Güncel

“Türkiye’nin Halkımızı Soykırıma Uğratmasından Bir Asır Sonra Ermeniler Hala Tehdit Altında”

"1915'ten sonra birçok Ermeni çocuk ailelerinden ayrılarak Kürtler ve Araplar tarafından sahiplenildi. Bu nedenle dillerini ve kültürlerini unutmuşlardır. Kendi dilimizi konuşmazsak tarihimizi anlayamayız."

Not: Aşağıda yayınladığımız makale Ermeni Soykırımı’nın 104. yıldönümünde Rojava’da yaşayan Ermenilerin kurduğu özsavunma gücü olan Şehid Nubar Ozanyan Taburu’ndan Hagop Artim Kashejian tarafından 24 Nisan 2019’dan yazıldı. Ermeni Soykırımı’nın 106. yıldönümü vesilesiyle güncelliğinden dolayı yayınlıyoruz.

 

Türkiye’nin Halkımızı Soykırıma Uğratmasından Bir Asır Sonra Ermeniler Hala Tehdit Altında

Ailem 1915 Ermeni soykırımı sırasında büyük zorluklar yaşadı. Dedemin erkek kardeşleri, kız kardeşleri, annesi ve babası Türkiye’nin doğusunda Amed (Diyarbakır) yakınlarındaki köylerinde açıktan katledildi. (Dedem bn.) O sırada yaklaşık 7 yaşındaydı.

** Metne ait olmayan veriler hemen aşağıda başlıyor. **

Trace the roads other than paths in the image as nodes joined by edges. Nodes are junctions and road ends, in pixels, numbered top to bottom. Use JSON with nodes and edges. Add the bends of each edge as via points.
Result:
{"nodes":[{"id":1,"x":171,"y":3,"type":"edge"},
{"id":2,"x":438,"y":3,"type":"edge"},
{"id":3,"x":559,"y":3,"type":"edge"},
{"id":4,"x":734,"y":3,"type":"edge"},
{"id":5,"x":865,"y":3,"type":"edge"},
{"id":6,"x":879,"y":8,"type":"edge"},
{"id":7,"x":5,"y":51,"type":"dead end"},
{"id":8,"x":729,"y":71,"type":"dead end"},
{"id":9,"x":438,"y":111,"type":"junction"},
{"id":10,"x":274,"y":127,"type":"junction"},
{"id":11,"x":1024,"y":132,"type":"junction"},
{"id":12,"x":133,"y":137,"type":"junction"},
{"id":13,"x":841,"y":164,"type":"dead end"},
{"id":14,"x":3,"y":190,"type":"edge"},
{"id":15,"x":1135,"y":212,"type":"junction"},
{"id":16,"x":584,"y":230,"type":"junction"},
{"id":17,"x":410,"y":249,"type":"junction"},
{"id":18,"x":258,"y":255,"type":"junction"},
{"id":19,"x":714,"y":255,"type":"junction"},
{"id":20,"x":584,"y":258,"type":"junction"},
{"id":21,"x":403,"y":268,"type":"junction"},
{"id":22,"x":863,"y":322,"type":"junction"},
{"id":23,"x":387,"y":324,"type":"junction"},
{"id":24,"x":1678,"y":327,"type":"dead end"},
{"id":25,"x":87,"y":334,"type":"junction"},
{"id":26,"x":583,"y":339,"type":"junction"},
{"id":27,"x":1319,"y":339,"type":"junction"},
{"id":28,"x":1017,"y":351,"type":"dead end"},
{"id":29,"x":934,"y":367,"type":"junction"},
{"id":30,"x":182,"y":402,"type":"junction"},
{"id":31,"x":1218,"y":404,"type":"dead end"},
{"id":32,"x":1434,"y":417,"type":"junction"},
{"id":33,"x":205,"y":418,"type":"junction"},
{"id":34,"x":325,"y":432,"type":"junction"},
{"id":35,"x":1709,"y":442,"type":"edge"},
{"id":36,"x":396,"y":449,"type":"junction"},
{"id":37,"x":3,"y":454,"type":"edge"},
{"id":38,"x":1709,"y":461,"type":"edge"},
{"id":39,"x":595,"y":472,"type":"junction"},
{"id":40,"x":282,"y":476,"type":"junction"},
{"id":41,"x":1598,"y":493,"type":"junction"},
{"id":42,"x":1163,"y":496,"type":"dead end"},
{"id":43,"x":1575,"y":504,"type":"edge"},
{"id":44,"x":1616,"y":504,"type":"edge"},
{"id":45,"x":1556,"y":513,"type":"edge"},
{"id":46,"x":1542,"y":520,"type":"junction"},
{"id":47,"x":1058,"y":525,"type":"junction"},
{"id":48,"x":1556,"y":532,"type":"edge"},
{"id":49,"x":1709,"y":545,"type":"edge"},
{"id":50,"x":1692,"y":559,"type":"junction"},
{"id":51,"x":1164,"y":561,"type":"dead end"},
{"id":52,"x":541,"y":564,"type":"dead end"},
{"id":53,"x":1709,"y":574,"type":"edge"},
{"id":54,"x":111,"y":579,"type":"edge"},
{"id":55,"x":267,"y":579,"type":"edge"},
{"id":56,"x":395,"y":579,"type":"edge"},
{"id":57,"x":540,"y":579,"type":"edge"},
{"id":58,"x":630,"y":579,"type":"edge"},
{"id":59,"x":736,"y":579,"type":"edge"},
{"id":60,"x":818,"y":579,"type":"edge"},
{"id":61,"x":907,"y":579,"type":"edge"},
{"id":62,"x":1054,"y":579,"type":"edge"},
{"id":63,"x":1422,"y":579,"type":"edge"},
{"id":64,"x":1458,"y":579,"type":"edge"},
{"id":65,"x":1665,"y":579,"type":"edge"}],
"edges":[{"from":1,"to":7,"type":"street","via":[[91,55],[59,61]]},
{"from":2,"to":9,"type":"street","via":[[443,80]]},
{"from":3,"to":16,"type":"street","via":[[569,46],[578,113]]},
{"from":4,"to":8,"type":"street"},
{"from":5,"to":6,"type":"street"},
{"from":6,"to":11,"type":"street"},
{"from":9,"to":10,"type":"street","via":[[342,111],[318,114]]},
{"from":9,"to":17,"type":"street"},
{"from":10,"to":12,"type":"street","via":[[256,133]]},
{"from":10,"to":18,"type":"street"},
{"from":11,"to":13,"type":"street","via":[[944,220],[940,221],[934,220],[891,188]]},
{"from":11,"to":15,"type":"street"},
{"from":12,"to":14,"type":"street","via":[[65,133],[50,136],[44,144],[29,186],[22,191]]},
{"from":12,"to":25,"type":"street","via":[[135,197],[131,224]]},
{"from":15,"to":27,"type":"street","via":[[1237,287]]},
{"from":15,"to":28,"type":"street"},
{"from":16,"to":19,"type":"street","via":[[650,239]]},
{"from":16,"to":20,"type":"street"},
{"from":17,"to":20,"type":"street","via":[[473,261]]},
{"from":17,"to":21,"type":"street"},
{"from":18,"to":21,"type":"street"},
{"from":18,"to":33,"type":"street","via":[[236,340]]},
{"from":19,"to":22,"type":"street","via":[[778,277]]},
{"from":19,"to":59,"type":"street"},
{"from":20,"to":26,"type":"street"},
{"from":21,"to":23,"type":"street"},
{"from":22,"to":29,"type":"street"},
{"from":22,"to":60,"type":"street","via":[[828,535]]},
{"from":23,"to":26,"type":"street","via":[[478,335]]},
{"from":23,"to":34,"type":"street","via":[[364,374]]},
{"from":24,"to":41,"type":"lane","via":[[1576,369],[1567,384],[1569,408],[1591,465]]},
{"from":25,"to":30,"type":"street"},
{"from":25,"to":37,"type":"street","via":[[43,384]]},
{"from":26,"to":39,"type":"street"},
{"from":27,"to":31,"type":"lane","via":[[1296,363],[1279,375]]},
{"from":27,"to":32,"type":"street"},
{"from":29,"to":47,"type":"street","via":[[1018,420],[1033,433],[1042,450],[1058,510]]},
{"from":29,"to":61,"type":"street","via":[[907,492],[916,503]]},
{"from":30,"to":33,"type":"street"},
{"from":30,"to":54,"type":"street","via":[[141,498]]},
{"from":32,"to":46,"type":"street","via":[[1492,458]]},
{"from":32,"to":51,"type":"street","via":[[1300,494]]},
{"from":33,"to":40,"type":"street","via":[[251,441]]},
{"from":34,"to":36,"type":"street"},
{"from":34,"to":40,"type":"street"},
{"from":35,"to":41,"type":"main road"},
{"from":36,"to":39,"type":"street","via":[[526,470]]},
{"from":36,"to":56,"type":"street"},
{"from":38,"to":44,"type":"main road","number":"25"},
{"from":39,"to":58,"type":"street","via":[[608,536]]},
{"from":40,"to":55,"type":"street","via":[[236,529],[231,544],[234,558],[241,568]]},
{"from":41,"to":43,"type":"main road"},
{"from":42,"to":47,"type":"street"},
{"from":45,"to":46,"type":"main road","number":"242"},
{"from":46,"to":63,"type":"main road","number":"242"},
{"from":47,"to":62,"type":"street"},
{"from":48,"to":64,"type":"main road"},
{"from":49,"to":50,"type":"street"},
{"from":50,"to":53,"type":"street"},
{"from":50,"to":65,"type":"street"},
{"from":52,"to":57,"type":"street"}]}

Soykırım nedeniyle dedem anavatanını terk etmek için Suriye’ye kaçmak zorunda kaldı. Bir Arap köyündeki tek Kürt aile olan yaşlı bir Kürt çift tarafından sahiplenildi.

Büyükbabamla birlikte binlerce Ermeni aile, Birinci Dünya Savaşı sırasında aşağılayıcı askeri yenilgilerle günah keçisi ilan ettiği bir azınlığa karşı radikal Türk-milliyetçi hükümet tarafından gerçekleştirilen sistematik soykırımdan kaçmak için Suriye’ye kaçtı. Türk işgali altındaki (Batı -bn) Ermenistan’dan Suriye çölündeki ölüm kamplarına yapılan bir dizi katliam ve zorunlu yürüyüşlerde 1,5 milyona yakın Hıristiyan Ermeni azınlık mensubu hayatını kaybetti.

Bugün Ermeni Soykırımı’nın 104. yıldönümünde, Suriye’de IŞİD ile mücadeleye öncülük eden koalisyon olan Suriye Demokratik Güçleri içinde ilk Ermeni taburunun kurulduğunu duyurduk. 104 yıl önce meydana gelen soykırımın bugün farklı kisvelerle devam ettiği bilgisinin yüküyle, her türlü zulme karşı direnecek bir öz savunma gücü oluşturduk.

1915’te Türkler, “Ermeniler dinsizdir. Neden İslam’ı kabul etmiyorlar?” Tıpkı IŞİD gibi bir soykırım gerçekleştirdiler. Onları Rusya durdurmadı, Almanya durdurmadı, Fransa onları durdurmadı.

Bir asır sonra IŞİD, Türkiye ile tamamen aynı şeyi yaptı. Süryani bir Hıristiyan köyüne ulaştıklarında Süryanileri öldürdüler. Sincar’a vardıklarında Ezidileri sırf Müslüman olmadıkları için öldürdüler.

Ermeni Taburu (RIC) üyeleri

1915’te Suriye’ye kaçan Ermenilerin çoğu Arap toplumuna girdi ve siyasi muhalefetin ve dini veya kültürel azınlıkların şiddetli baskısıyla desteklenen güçlü bir Arap devletinin kurulmasına odaklanan Baas rejiminin düşüncesini benimsedi. Suriye halkı haksızlıklar altında yaşarken, rejim Orta Doğu’daki en zengin hükümetlerden biriydi.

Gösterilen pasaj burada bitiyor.